Mountains, myths and monsters: exploring the folklore of Austria's dramatic Hochkönig region

Adventures can be adrenalin-fuelled or intimate — after hiking, biking, sliding or caving, relax in Alpine villages, where herbalists and brewers share their elixirs.

By Adrian Phillips
photographs by Richard James Taylor
Published 9 Mar 2020, 06:00 GMT
The village of Maria Alm, Hochkönig region

The village of Maria Alm, Hochkönig region

Photograph by Richard James Taylor

The iron door swings slowly open and from inside comes an angry wind, rushing at and around us like a malevolent spirit let loose. The flames of our paraffin lamps go out as one, and the stray end of my scarf flies over my shoulder, straining desperately to escape. “Hold on to your hats and small children!” shouts Martin, our guide, his words faint as they’re whipped from his lips. The wind charges and buffets, doing all it can to turn us back, but we lower our heads and push on into the cavern. Martin heaves the door closed and all is suddenly still — the spirit silenced. 

“Ah, that reminded me of a lovely spring day back home,” says an Irishman in our group, with the wry humour of Indiana Jones after he’s overcome some fiendish obstacle. As Martin relights our lanterns, and shadows shift and flicker, I decide that there is indeed something Indiana Jones-ish about all this. 

We’d followed a gloomy tunnel with dripping walls, ridden a cable-car that shuddered up the mountain, its thin cable drooping away into nothingness, and made a final ascent on a track that zigzagged above the treeline towards this gaping mouth in the rock. The temperature had plummeted as we’d approached, black birds with blood-red feet making ominous churring calls of alarm.  

I’d expected something tamer from a summertime trip to the Austrian Alps — more yodelling and cowbells, perhaps. But here I am, 5,500ft up Hochkogel mountain, in Eisriesenwelt, the world’s largest ice cave, and it’s no place for yodellers. Indeed, for centuries, no one at all set foot inside Eisriesenwelt because it was thought to be a gateway to hell. Then, in 1879, Anton Posselt, a plucky scientist from nearby Salzburg, took the plunge. He managed to traverse only a few hundred feet of the cave’s 26 miles before turning back. A cross scratched into the rock marks the point he reached — an everlasting reminder of his achievement, and of his failure, too. As we pass the cross, I imagine stepping over the skeleton of his dead dream, the nail used to scrape its epitaph still clutched by bony fingers. 

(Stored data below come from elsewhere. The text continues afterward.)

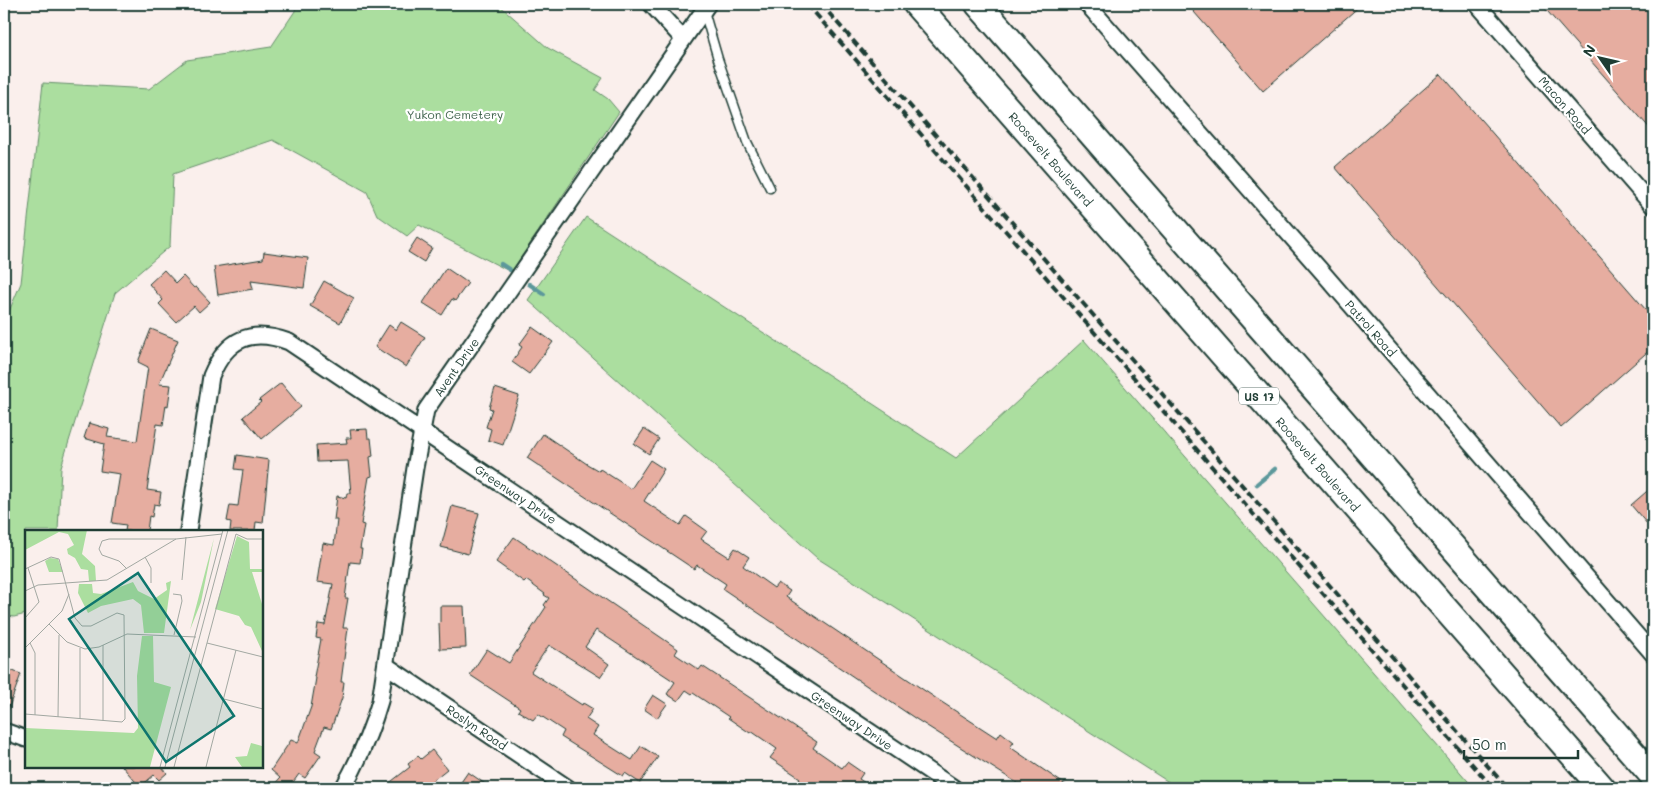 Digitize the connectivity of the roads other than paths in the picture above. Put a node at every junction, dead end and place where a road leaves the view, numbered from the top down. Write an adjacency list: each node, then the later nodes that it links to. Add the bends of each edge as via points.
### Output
1 (651, 4): 7 (street)
2 (916, 4): 20 (highway, Roosevelt Boulevard / US 17)
3 (978, 4): 16 (highway)
4 (1087, 4): 12 (street, Patrol Road)
5 (1476, 4): 9 (street, Macon Road)
6 (706, 7): 7 (street, Avent Drive); 8 (lane, via 718,58 747,142)
7 (683, 39): 10 (street, Avent Drive, via 426,410)
8 (770, 188)
9 (1653, 206)
10 (422, 430): 11 (street, Greenway Drive, via 289,342 259,335 241,340 227,349 211,376); 13 (street, Avent Drive); 19 (street, Greenway Drive)
11 (188, 530)
12 (1653, 654)
13 (387, 666): 17 (street, Avent Drive, via 371,732); 18 (street, Roslyn Road)
14 (4, 731): 15 (street)
15 (25, 738)
16 (1653, 776)
17 (344, 788)
18 (568, 788)
19 (954, 788)
20 (1602, 788) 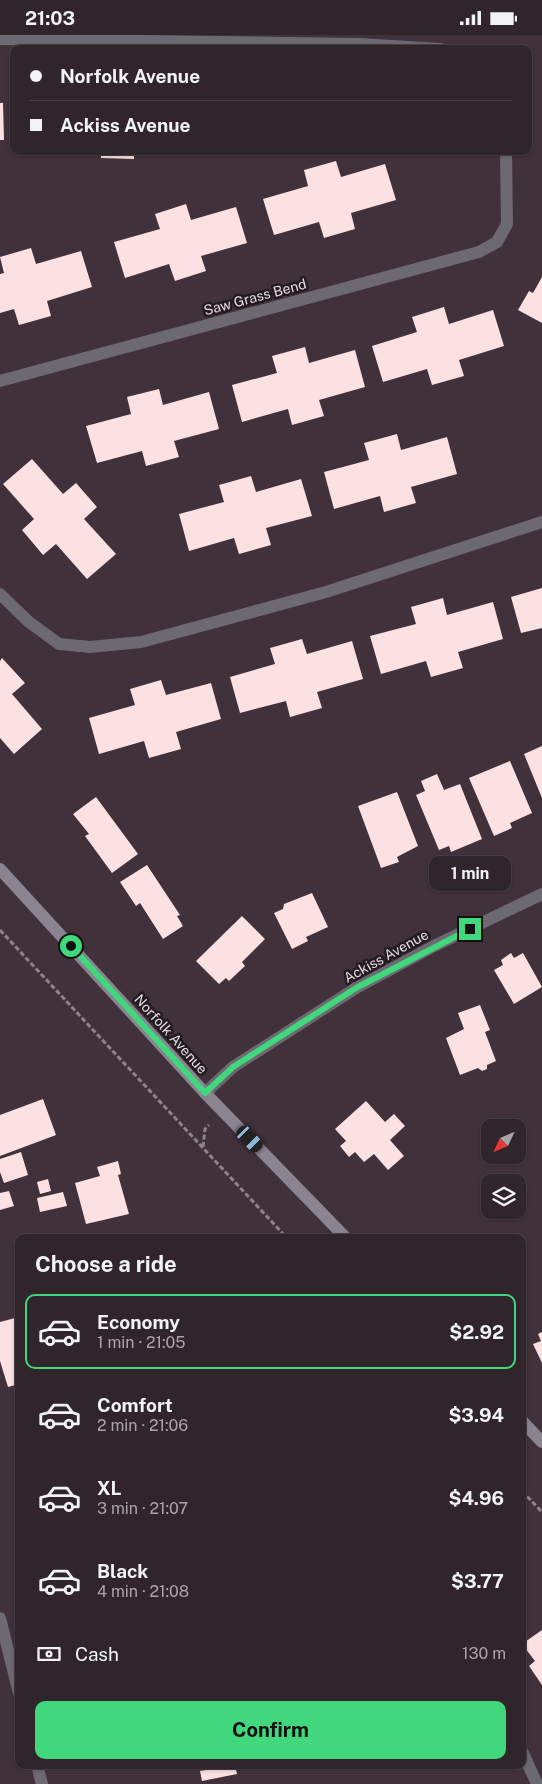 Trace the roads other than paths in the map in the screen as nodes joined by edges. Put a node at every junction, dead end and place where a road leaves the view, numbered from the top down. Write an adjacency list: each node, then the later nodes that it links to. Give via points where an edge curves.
1 (0, 39): 2 (street)
2 (375, 45)
3 (506, 155): 4 (street, Saw Grass Bend, via 507,224 497,242 479,252)
4 (0, 381)
5 (542, 522): 6 (street, via 326,592 141,642 90,647 59,644 29,622)
6 (0, 594)
7 (0, 869): 9 (main road, Norfolk Avenue)
8 (542, 894): 9 (street, Ackiss Avenue, via 356,988 233,1067)
9 (205, 1093): 10 (main road, Norfolk Avenue)
10 (342, 1234)
11 (526, 1425): 12 (main road)
12 (542, 1442)
13 (0, 1618): 14 (street)
14 (15, 1677)
15 (526, 1760): 18 (street)
16 (38, 1769): 17 (street)
17 (42, 1784)
18 (537, 1784) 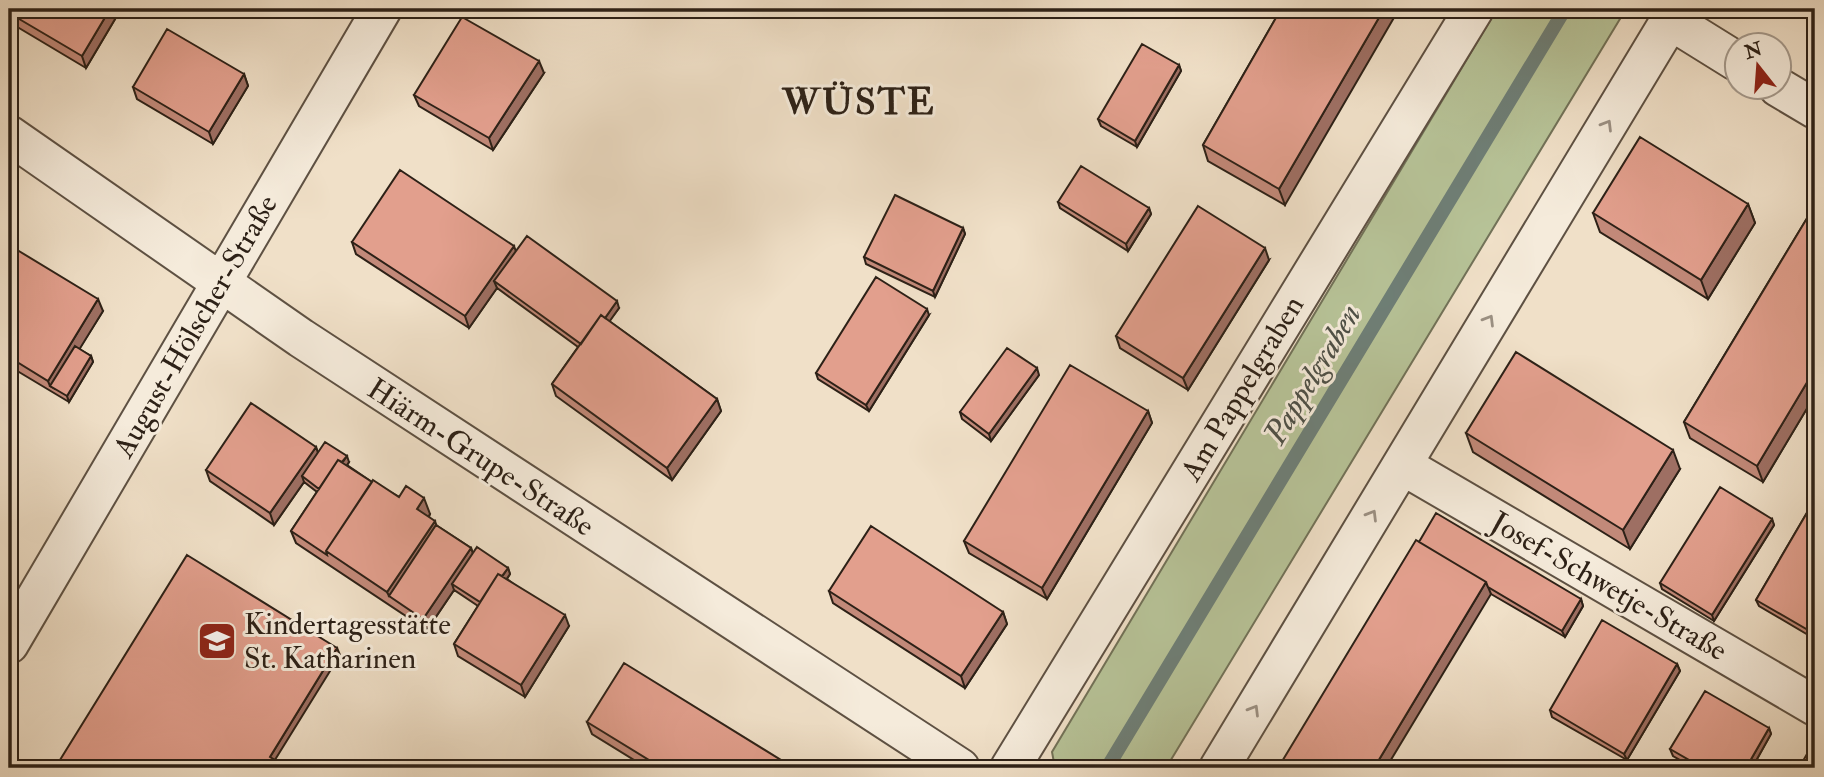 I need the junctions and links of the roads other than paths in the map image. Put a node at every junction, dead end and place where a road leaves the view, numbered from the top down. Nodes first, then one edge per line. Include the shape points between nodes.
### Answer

Posselt had battled the climb and bettered the wind, but was beaten by the cave’s fiercest guardian — its ice. Our lamps give blinkered glimpses of it — dancing circles of blueish-white that shine wetly back at us — but these are pin pricks on something vast lurking in the blackness beyond. The air seems frozen stiff. Martin ignites a flare, holding it aloft like a wizard’s wand, and, for a moment, the beast is on show. It fills much of the cave below and alongside us; a gargantuan dragon of ice — steep and wide and deadly slippery — spreads through the bowels of the mountain.  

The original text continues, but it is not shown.